The Lagos Chamber of Commerce and Industry (LCCI) has called for a balanced approach from the federal government to ensure the proposed expatriate employment levy does not negatively impact inflows of Foreign Direct Investments (FDIs).

The advice followed the government’s announcement of an Expatriate Employment Levy (EEL) which will require firms that employ foreigners to pay $15,000 for a director and $10,000 for other employees.

The Director General of the LCCI, Mrs Chinyere Almona, speaking on Tuesday in Lagos said this call was to ensure the levy does not become an inhibition to attracting and retaining foreign investments, crucial for economic growth.

The Bola Tinubu-led government on February 27, announced the mandatory annual levy for organisations employing expatriate workers, which it rationalised is to encourage foreign companies to employ more Nigerian workers.

Mrs Almona noted that the policy is aimed at addressing wage gaps between expatriates and the Nigerian labour force while encouraging skills transfer and employment of qualified Nigerians in foreign-owned companies.

She, however, stated the need for a balanced approach to expatriate employment and its potential impact on FDI inflows.

She said while the LCCI fully supports government policies that enhance the profile of the business environment, and generate more revenue for the government, there were concerns about likely perception by foreign investors.

Mrs Almona said the perception that the Nigerian government was not accommodating to foreign workers was harmful to the country’s drive for FDI inflows.

She said the EEL might trigger the relocation of foreign companies to neighbouring countries that presented a more conducive and less expensive environment for business.

She added that the policy might likely spark retaliatory actions by other countries by imposing levies on foreigners and particularly, targeting Nigerian workers, hence, affecting diaspora remittances.

“With the drive for FDIs in Nigeria, we need a conducive business environment to attract these kinds of investments into the country.

“Capital importation into Nigeria in the fourth quarter of 2023 stood at $1.088 billion out of which only 16.90 per cent (or $184 million) came in as FDI.

“We call on the government to consider exempting sectors that require unique skill sets for projects carried out in the country, especially in construction, and other sectors where we have a critical shortage of supply of goods to meet rising demand.

“In sectors where the country cannot boost the supply of critical products like food, cement, drugs, and other agricultural inputs, we urge the government to charge concessionary or exempt manufacturers in these fields to encourage them to come in and boost the supply of such scarce products,” she said.

The LCCI head added that imposition of the levy meant that expatriates would be subjected to two administrative procedures to procure the Combined Expatriate Residence Permit and Allien Card (CERPAC) permit.

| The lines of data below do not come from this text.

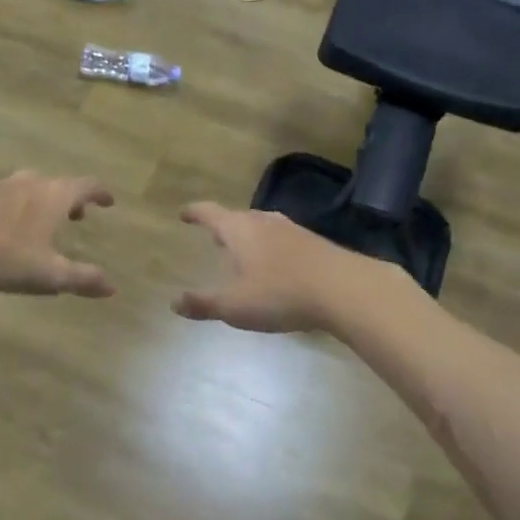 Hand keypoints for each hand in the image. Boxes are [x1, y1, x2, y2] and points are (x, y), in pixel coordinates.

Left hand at [0, 171, 115, 297]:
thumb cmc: (6, 256)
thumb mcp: (50, 274)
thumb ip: (83, 279)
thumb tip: (112, 287)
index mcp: (55, 195)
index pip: (87, 186)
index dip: (101, 193)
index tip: (109, 201)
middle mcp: (31, 183)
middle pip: (59, 184)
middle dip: (71, 200)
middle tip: (78, 216)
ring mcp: (1, 186)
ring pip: (31, 188)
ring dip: (43, 202)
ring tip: (42, 222)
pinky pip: (7, 197)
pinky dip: (18, 207)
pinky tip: (8, 228)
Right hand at [175, 203, 373, 333]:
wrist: (344, 288)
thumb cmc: (280, 293)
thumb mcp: (235, 306)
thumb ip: (204, 303)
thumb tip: (175, 302)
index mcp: (239, 230)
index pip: (210, 213)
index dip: (194, 213)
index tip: (183, 213)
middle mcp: (264, 221)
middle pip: (237, 218)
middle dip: (223, 227)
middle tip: (213, 237)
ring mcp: (292, 229)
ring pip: (262, 227)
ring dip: (248, 237)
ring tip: (242, 252)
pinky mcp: (313, 242)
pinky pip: (282, 239)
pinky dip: (270, 247)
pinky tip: (276, 266) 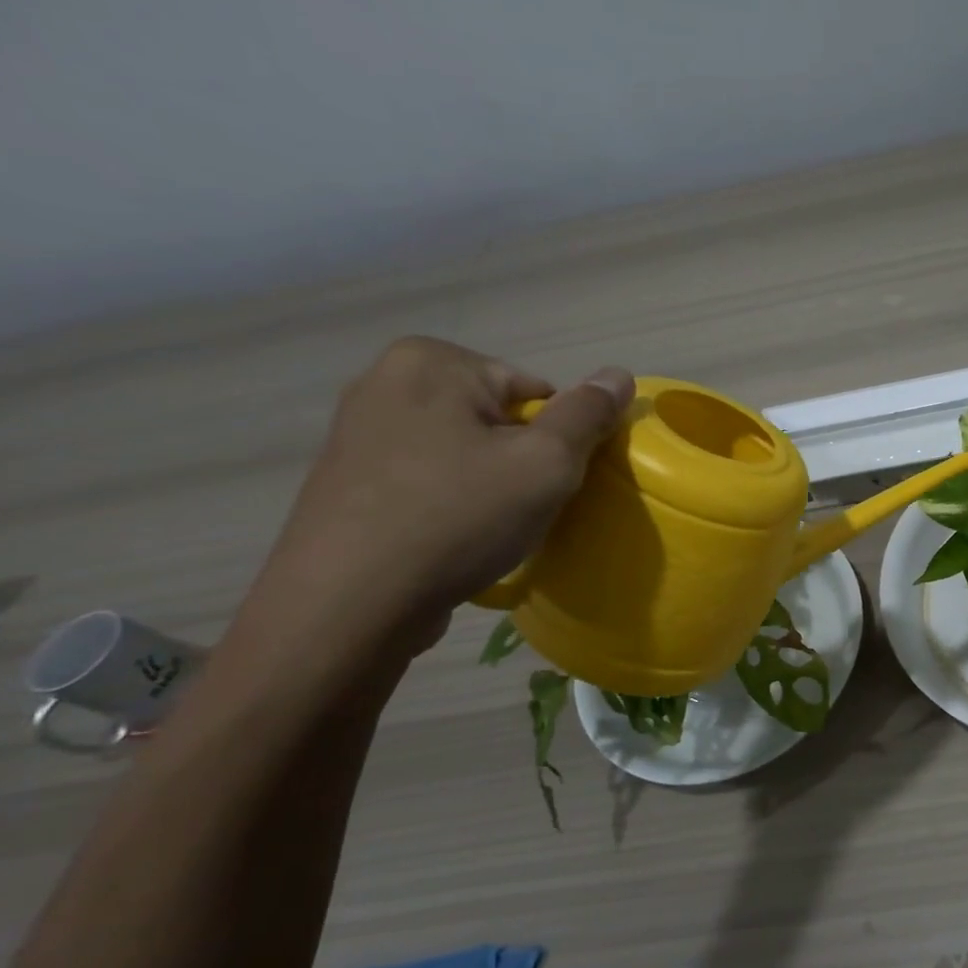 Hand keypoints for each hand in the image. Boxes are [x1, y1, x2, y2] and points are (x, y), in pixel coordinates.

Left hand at [262, 337, 633, 635]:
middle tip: (524, 508)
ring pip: (466, 450)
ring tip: (491, 528)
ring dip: (491, 484)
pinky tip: (454, 538)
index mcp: (432, 361)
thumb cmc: (458, 518)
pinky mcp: (349, 478)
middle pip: (499, 418)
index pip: (536, 391)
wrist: (348, 605)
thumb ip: (588, 414)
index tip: (550, 485)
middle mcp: (385, 381)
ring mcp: (359, 431)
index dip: (558, 440)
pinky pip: (430, 477)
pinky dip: (453, 502)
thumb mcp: (546, 463)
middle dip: (522, 460)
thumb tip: (618, 374) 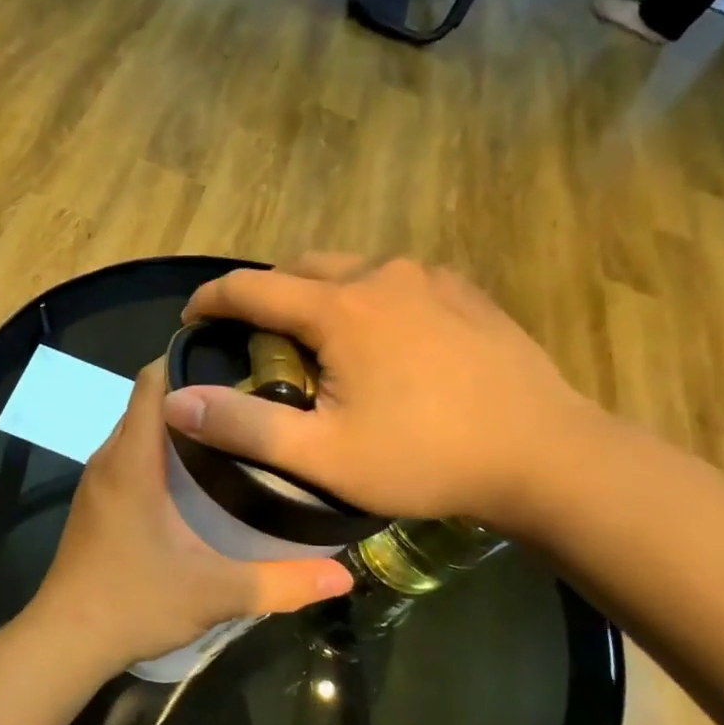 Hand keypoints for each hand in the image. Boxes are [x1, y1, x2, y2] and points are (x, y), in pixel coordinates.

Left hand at [26, 361, 352, 673]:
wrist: (65, 642)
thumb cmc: (134, 604)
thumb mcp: (215, 593)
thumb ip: (280, 583)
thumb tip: (342, 577)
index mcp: (133, 461)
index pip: (152, 382)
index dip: (188, 359)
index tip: (235, 357)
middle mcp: (109, 459)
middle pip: (148, 403)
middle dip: (193, 391)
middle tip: (251, 398)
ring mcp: (97, 483)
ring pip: (137, 431)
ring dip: (177, 424)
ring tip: (231, 431)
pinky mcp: (95, 504)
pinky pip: (128, 457)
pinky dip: (158, 451)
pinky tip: (194, 478)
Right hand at [166, 256, 599, 534]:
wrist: (547, 456)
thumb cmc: (425, 457)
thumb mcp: (323, 455)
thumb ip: (244, 424)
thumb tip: (176, 401)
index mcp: (339, 308)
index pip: (252, 288)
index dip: (211, 299)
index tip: (191, 318)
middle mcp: (381, 275)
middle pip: (301, 268)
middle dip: (268, 296)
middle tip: (259, 342)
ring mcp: (431, 279)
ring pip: (351, 270)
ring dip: (320, 296)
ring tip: (321, 344)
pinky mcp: (466, 293)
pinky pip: (397, 282)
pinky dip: (368, 300)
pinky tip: (385, 343) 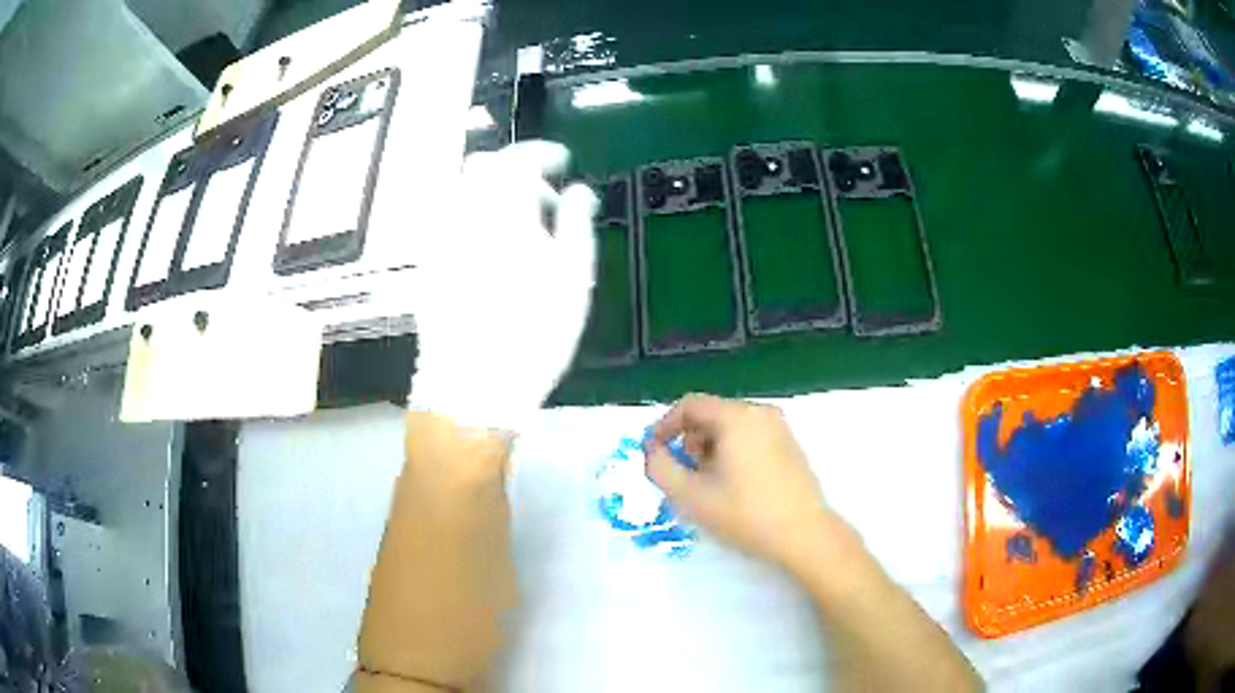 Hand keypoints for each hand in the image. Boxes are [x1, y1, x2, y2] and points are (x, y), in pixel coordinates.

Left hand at [409, 141, 597, 432]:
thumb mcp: (572, 277)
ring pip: (461, 192)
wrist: (473, 385)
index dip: (543, 154)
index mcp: (501, 211)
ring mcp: (438, 239)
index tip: (561, 162)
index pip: (517, 158)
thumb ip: (576, 222)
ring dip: (491, 194)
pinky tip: (490, 248)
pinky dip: (472, 218)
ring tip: (519, 226)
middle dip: (514, 170)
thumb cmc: (532, 334)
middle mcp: (462, 215)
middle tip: (543, 197)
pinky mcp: (428, 264)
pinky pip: (449, 221)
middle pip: (481, 167)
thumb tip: (579, 191)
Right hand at [645, 394, 839, 568]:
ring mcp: (780, 428)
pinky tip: (735, 486)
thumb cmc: (745, 514)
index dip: (664, 425)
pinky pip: (750, 437)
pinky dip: (733, 452)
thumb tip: (652, 450)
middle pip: (711, 414)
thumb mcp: (690, 495)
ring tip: (709, 485)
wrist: (804, 535)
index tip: (653, 452)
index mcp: (737, 417)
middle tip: (685, 475)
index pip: (690, 405)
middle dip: (689, 440)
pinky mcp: (791, 446)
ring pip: (731, 427)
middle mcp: (761, 413)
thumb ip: (660, 467)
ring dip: (710, 449) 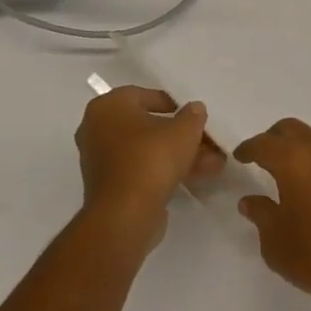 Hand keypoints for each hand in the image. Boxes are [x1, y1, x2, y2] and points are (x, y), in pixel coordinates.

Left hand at [76, 86, 222, 239]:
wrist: (125, 215)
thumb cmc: (151, 158)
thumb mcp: (184, 129)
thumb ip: (193, 115)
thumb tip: (195, 109)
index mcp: (108, 107)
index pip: (144, 95)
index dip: (173, 104)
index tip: (192, 116)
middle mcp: (97, 129)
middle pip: (148, 126)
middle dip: (181, 135)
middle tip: (207, 141)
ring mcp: (101, 160)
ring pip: (148, 150)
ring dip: (180, 154)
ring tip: (213, 163)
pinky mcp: (109, 186)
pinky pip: (141, 169)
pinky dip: (166, 170)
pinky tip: (196, 177)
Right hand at [233, 119, 310, 310]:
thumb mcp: (276, 242)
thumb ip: (261, 215)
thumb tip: (250, 201)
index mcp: (294, 162)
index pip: (264, 144)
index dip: (249, 148)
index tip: (240, 156)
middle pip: (293, 129)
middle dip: (274, 137)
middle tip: (263, 155)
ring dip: (301, 146)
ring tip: (291, 169) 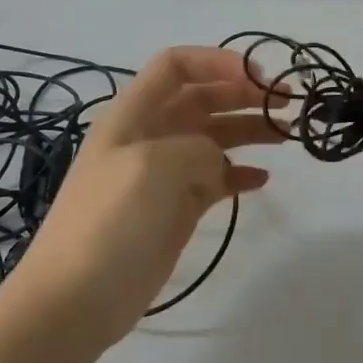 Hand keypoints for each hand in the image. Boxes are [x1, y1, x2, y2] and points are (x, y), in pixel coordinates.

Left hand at [19, 46, 284, 348]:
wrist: (75, 300)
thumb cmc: (110, 223)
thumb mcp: (154, 168)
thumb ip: (197, 149)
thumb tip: (218, 163)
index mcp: (134, 114)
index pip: (176, 65)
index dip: (217, 62)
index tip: (259, 76)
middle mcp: (150, 135)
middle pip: (203, 98)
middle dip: (244, 94)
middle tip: (287, 103)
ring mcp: (164, 174)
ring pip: (214, 137)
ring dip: (249, 129)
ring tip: (287, 134)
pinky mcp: (177, 209)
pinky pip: (215, 179)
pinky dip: (240, 173)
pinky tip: (263, 179) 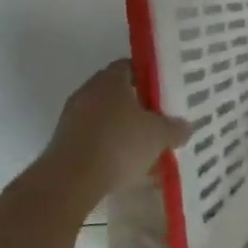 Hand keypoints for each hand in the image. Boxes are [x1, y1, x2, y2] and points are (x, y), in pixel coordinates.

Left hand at [49, 60, 188, 196]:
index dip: (149, 77)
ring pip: (104, 117)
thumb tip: (185, 126)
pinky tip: (122, 165)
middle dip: (137, 106)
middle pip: (117, 92)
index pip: (131, 66)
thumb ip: (174, 128)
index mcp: (111, 79)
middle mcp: (88, 91)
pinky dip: (107, 147)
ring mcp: (71, 117)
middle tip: (158, 119)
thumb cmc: (119, 144)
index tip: (164, 92)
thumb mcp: (158, 135)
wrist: (69, 181)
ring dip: (121, 129)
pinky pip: (92, 138)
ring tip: (143, 147)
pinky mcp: (62, 143) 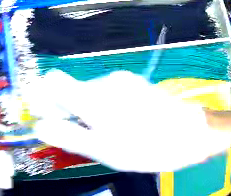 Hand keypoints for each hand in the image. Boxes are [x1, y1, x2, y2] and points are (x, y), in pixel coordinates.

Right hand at [27, 70, 230, 172]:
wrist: (191, 134)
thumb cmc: (148, 147)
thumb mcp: (103, 150)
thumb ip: (68, 136)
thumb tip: (39, 127)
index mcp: (94, 97)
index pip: (53, 82)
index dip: (44, 99)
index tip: (48, 119)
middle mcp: (106, 81)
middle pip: (71, 91)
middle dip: (69, 114)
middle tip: (85, 139)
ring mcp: (123, 81)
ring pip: (90, 96)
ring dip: (89, 115)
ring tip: (108, 137)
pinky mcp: (134, 86)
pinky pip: (107, 96)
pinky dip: (104, 112)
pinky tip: (122, 127) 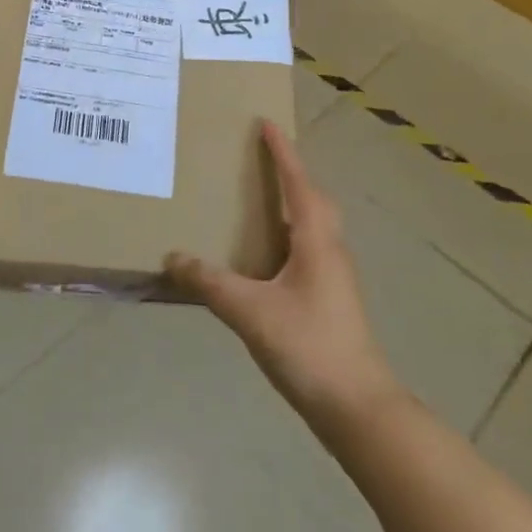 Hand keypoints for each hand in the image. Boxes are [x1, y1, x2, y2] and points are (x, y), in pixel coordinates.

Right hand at [167, 123, 399, 426]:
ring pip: (313, 226)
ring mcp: (334, 276)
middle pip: (313, 199)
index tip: (267, 123)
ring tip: (258, 201)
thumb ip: (210, 283)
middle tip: (263, 159)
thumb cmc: (309, 347)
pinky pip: (308, 249)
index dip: (282, 152)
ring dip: (291, 205)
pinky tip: (264, 257)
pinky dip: (287, 236)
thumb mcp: (251, 312)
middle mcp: (330, 249)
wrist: (358, 408)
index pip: (298, 182)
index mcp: (316, 239)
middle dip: (291, 174)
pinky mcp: (330, 299)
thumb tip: (173, 257) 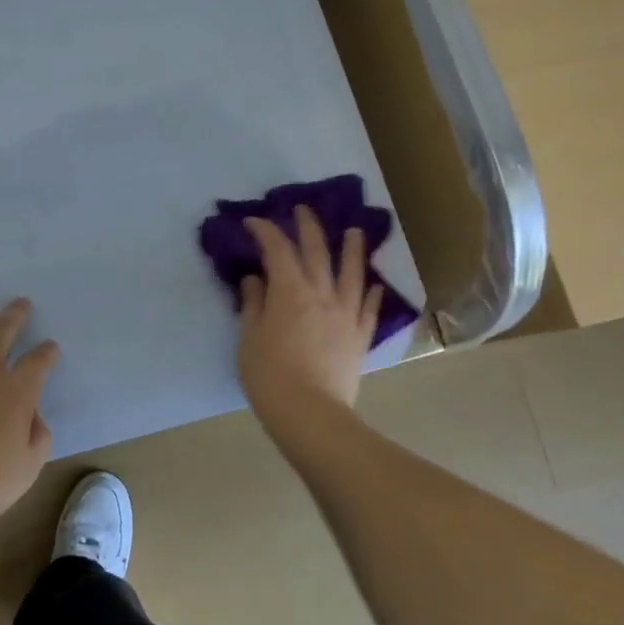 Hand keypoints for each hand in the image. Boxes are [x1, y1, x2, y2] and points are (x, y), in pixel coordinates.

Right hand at [237, 207, 382, 429]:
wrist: (311, 415)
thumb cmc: (270, 376)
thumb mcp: (249, 338)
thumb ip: (254, 304)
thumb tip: (256, 279)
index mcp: (290, 291)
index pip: (277, 249)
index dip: (265, 231)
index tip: (253, 222)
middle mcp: (321, 294)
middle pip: (317, 251)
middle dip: (308, 226)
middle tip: (302, 209)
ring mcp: (345, 315)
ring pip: (351, 273)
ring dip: (353, 249)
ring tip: (356, 232)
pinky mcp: (359, 337)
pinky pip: (368, 309)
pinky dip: (370, 293)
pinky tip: (374, 285) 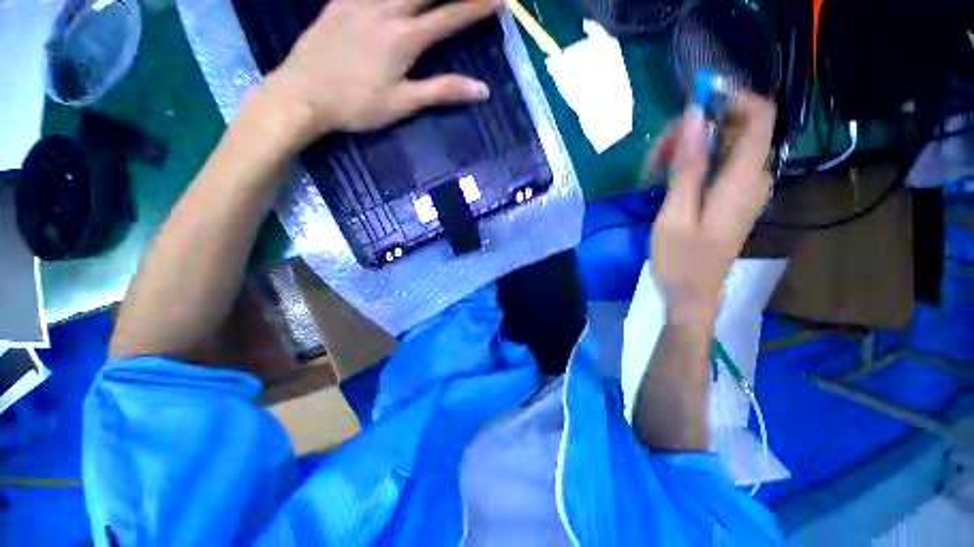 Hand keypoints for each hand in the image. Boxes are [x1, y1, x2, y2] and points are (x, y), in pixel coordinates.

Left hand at [262, 0, 500, 147]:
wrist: (303, 94)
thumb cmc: (357, 105)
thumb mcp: (404, 104)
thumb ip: (442, 91)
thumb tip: (482, 90)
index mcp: (405, 38)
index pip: (450, 17)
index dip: (477, 6)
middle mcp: (386, 9)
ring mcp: (361, 0)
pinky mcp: (341, 0)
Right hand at [648, 93, 774, 327]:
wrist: (692, 294)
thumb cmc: (680, 260)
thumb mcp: (676, 213)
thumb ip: (689, 166)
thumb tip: (695, 117)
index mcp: (744, 179)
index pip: (759, 115)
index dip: (730, 99)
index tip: (690, 108)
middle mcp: (754, 177)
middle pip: (736, 128)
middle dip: (696, 130)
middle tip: (657, 154)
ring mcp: (745, 188)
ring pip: (724, 146)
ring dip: (689, 148)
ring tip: (655, 170)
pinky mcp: (732, 198)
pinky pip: (719, 165)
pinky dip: (693, 163)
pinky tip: (668, 179) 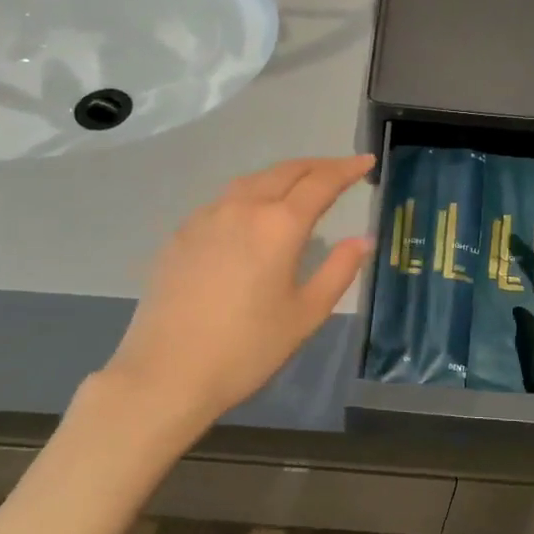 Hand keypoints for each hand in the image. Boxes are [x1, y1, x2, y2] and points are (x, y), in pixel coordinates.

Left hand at [91, 154, 375, 436]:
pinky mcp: (181, 234)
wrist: (166, 373)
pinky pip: (224, 200)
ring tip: (300, 186)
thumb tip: (362, 239)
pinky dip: (251, 195)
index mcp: (279, 225)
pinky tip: (252, 216)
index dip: (347, 169)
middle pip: (286, 171)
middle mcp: (243, 207)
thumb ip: (338, 270)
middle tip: (340, 170)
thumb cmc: (247, 349)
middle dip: (317, 166)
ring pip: (252, 180)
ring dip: (282, 176)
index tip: (366, 160)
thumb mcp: (305, 314)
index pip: (321, 182)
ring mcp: (207, 217) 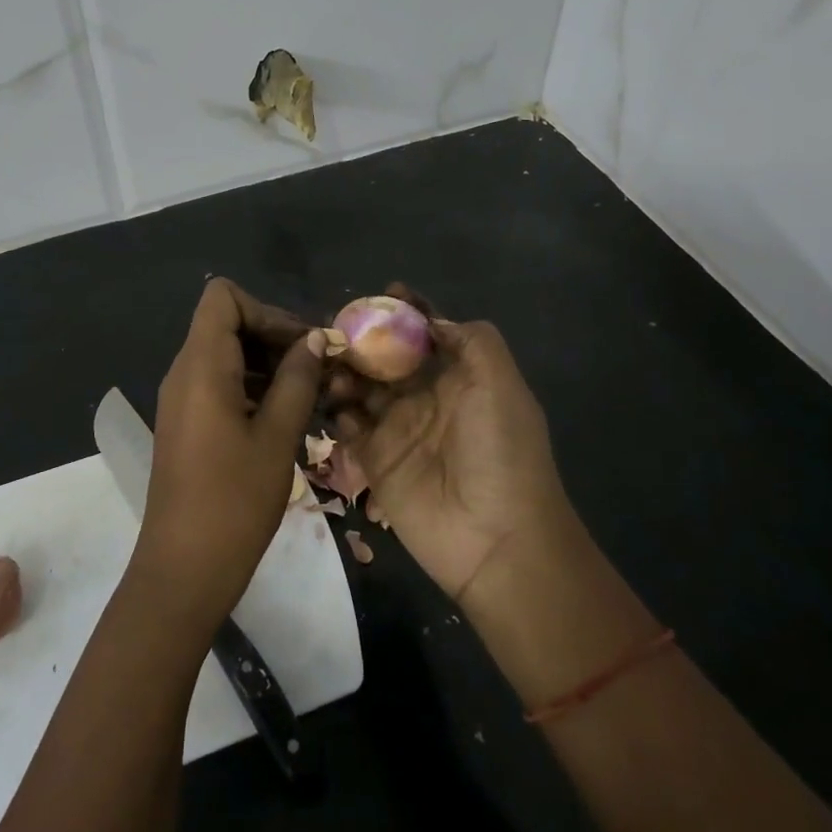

She said that having two procedures meant more human interfaces, more bureaucracy and more application costs.

“We recommend that the government should continue to work with already established and functional CERPAC, with provision for yearly or regular reviews in rates according to internationally accepted rates.

“This way, we present our economy as open for business,” she said.

Adedapo Adesanya is a journalist, polymath, and connoisseur of everything art. When he is not writing, he has his nose buried in one of the many books or articles he has bookmarked or simply listening to good music with a bottle of beer or wine. He supports the greatest club in the world, Manchester United F.C.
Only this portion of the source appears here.